So I timed a short program with /Gd and /Gr

StopWatch timings
Image by Michal Jarmoluk from Pixabay

This was the follow up to yesterday’s post about seeing if changing the function calling convention, switching from stacked parameters to passing them in registers made a difference in execution time.

This was the program I used.

#include <stdio.h>
#include "hr_time.h"

int add(int a, int b, int c,int d,int e) {
	return a - b * 2 + c * 3 + d * 3 + e * 5;
}

int __cdecl main() {
	int total=0;
	stopWatch s;
	startTimer(&s);
	for (int i = 0; i < 10000000; i++) {
		total += add(i, 5, 6, i, 8);
	}
	stopTimer(&s);
	printf("Value = %d Time = %7f.5\n",total, getElapsedTime(&s));
}

Pretty similar to the one I did yesterday except with two more parameters in the add function and my Windows high-res timing code. I’ve extracted the two timing files (hr_time.h/.c) from the asteroids and it’s in the LearnC folder on GiHhub.
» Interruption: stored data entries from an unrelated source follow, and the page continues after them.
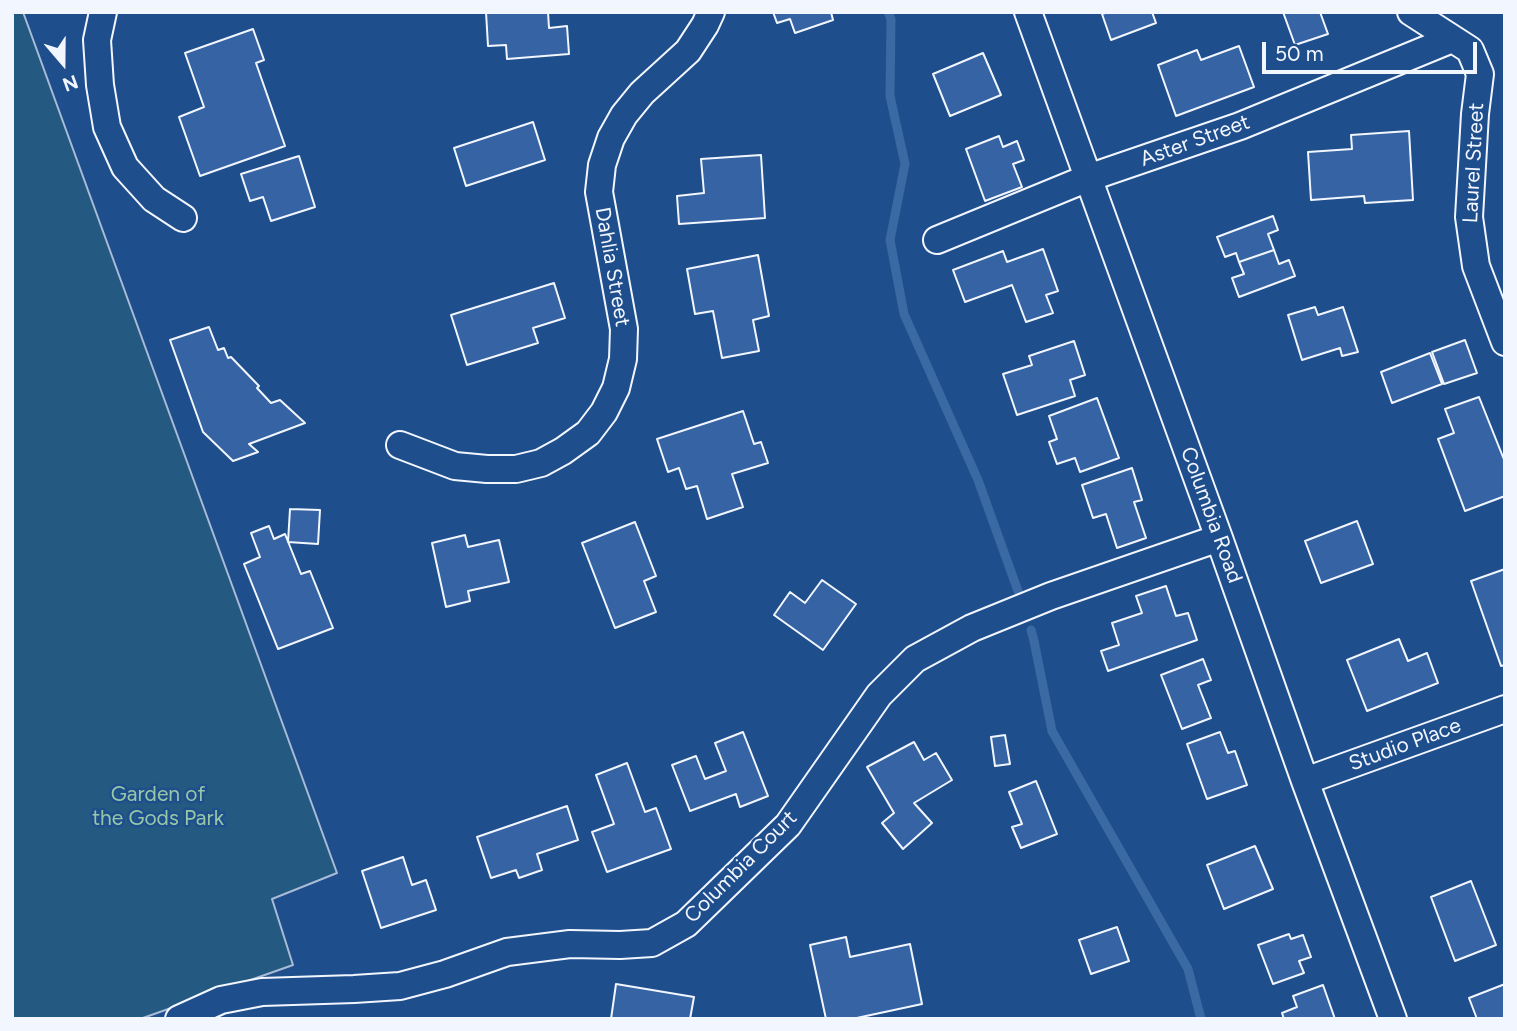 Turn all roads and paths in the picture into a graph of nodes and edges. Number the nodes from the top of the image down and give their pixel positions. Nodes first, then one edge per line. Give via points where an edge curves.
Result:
1 (103, 12) edge
2 (711, 12) edge
3 (1028, 12) edge
4 (1411, 12) edge
5 (1451, 38) junction
6 (1088, 178) junction
7 (183, 218) dead end
8 (937, 240) dead end
9 (1505, 342) edge
10 (400, 446) dead end
11 (1219, 538) junction
12 (1505, 709) edge
13 (1306, 781) junction
14 (179, 1019) edge
15 (1393, 1019) edge

1 - 7 street via 97,40 107,127 125,167 154,199
2 - 10 street, Dahlia Street via 688,51 624,116 602,165 599,192 624,329 617,388 604,412 563,451 541,464 516,469 456,466
3 - 6 street, Columbia Road
4 - 5 street, Laurel Street
5 - 6 street, Aster Street via 1240,125
5 - 9 street, Laurel Street via 1470,50 1480,74 1469,217 1476,266
6 - 8 street, Aster Street
6 - 11 street, Columbia Road
11 - 13 street, Columbia Road
11 - 14 street, Columbia Court via 1051,596 972,628 915,659 880,695 788,825 686,924 652,943 570,944 508,952 400,986 262,992 221,1000
12 - 13 street, Studio Place
13 - 15 street, Columbia Road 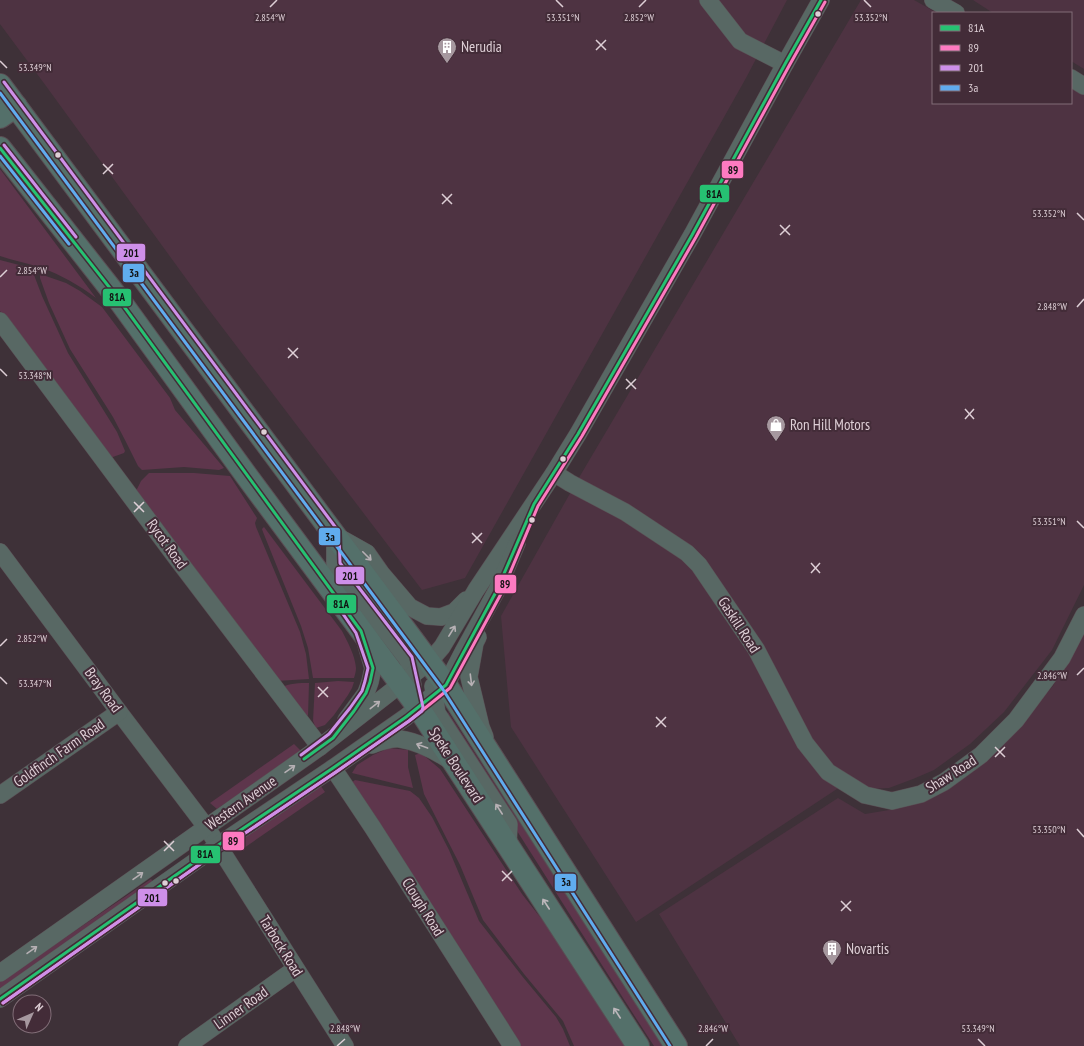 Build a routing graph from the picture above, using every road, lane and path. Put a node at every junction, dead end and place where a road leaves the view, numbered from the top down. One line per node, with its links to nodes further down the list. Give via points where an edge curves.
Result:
1 (708, 0): 5 (street, via 740,42)
2 (821, 0): 5 (street)
3 (933, 0): 4 (street)
4 (954, 12)
5 (784, 64): 12 (street, via 692,235)
6 (1072, 79): 8 (street)
7 (0, 85): 9 (highway, Speke Boulevard)
8 (1084, 86)
9 (8, 112): 14 (highway, Speke Boulevard)
10 (0, 148): 19 (highway, Speke Boulevard, via 117,297)
11 (0, 321): 24 (street, Rycot Road, via 183,566)
12 (554, 473): 13 (street); 30 (street, Gaskill Road, via 625,512 687,553 699,565 756,650 805,743 828,772 865,795)
13 (534, 504): 16 (street); 17 (street)
14 (335, 535): 16 (street, one-way to 16, via 367,554 410,607 426,616 441,617 454,612); 20 (highway, Speke Boulevard); 21 (street, via 335,565 408,660)
15 (0, 552): 23 (street, Bray Road)
16 (476, 590): 20 (street, Western Avenue, one-way to 16, via 442,647)
17 (497, 590): 22 (street, via 464,650); 26 (street, one-way to 26, via 475,643 469,677)
18 (1084, 616): 30 (street, Shaw Road, via 1062,658 1016,720 981,755 944,782 921,794)
19 (361, 631): 21 (highway, Speke Boulevard); 24 (street, via 373,668 370,682 354,711)
20 (429, 662): 21 (street, Western Avenue); 22 (highway, Speke Boulevard)
21 (406, 680): 22 (highway, Speke Boulevard); 24 (street, Western Avenue, one-way to 21)
22 (433, 696): 25 (street, Western Avenue); 26 (highway, Speke Boulevard); 27 (highway, Speke Boulevard); 33 (street, one-way to 22, via 509,824 436,713)
23 (119, 712): 29 (street, Goldfinch Farm Road); 31 (street, Bray Road)
24 (326, 743): 31 (street, Western Avenue, one-way to 24)
25 (362, 748): 27 (street, one-way to 25, via 421,744 399,739); 28 (street, Western Avenue)
26 (491, 756): 41 (highway, Speke Boulevard)
27 (456, 765): 33 (highway, Speke Boulevard)
28 (333, 768): 32 (street, Western Avenue); 39 (street, Clough Road)
29 (0, 795)
30 (892, 801)
31 (207, 828): 32 (street, Bray Road); 35 (street, Western Avenue, one-way to 31)
32 (217, 846): 34 (street, Tarbock Road); 36 (street, Western Avenue)
33 (508, 846): 40 (highway, Speke Boulevard, one-way to 33)
34 (295, 969): 37 (street, Linner Road); 38 (street, Tarbock Road)
35 (0, 973)
36 (0, 999)
37 (187, 1046)
38 (345, 1046)
39 (512, 1046)
40 (638, 1046)
41 (676, 1046)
As before this was compiled as x86. Also I tried it first compiled as release. This means the optimizing compiler has its way and I got virtually identical for cdecl (/Gd), fastcall (/Gr) and even safecall (/Gz).

Disassembly of the machine code revealed that the optimizer had moved the function code inline in the for loop and this negated the call code. So I did it again in debug mode. Here there was a clear difference. The times for fastcall were 0.259 while the cdecl (the default) was 0.239 which is about an 8% speed increase. Safecall was roughly the same execution as cdecl. So the lesson seem to be don’t use fastcall.

I think I need a more complicated program which should be compiled in release mode but where optimization doesn’t transform the function into inline code. Perhaps making the function longer would do it so the function machine code would be too long to fit in a L1 cache.

Interestingly the release code execution time was 0.005557 seconds, almost 50 x faster than the debug time.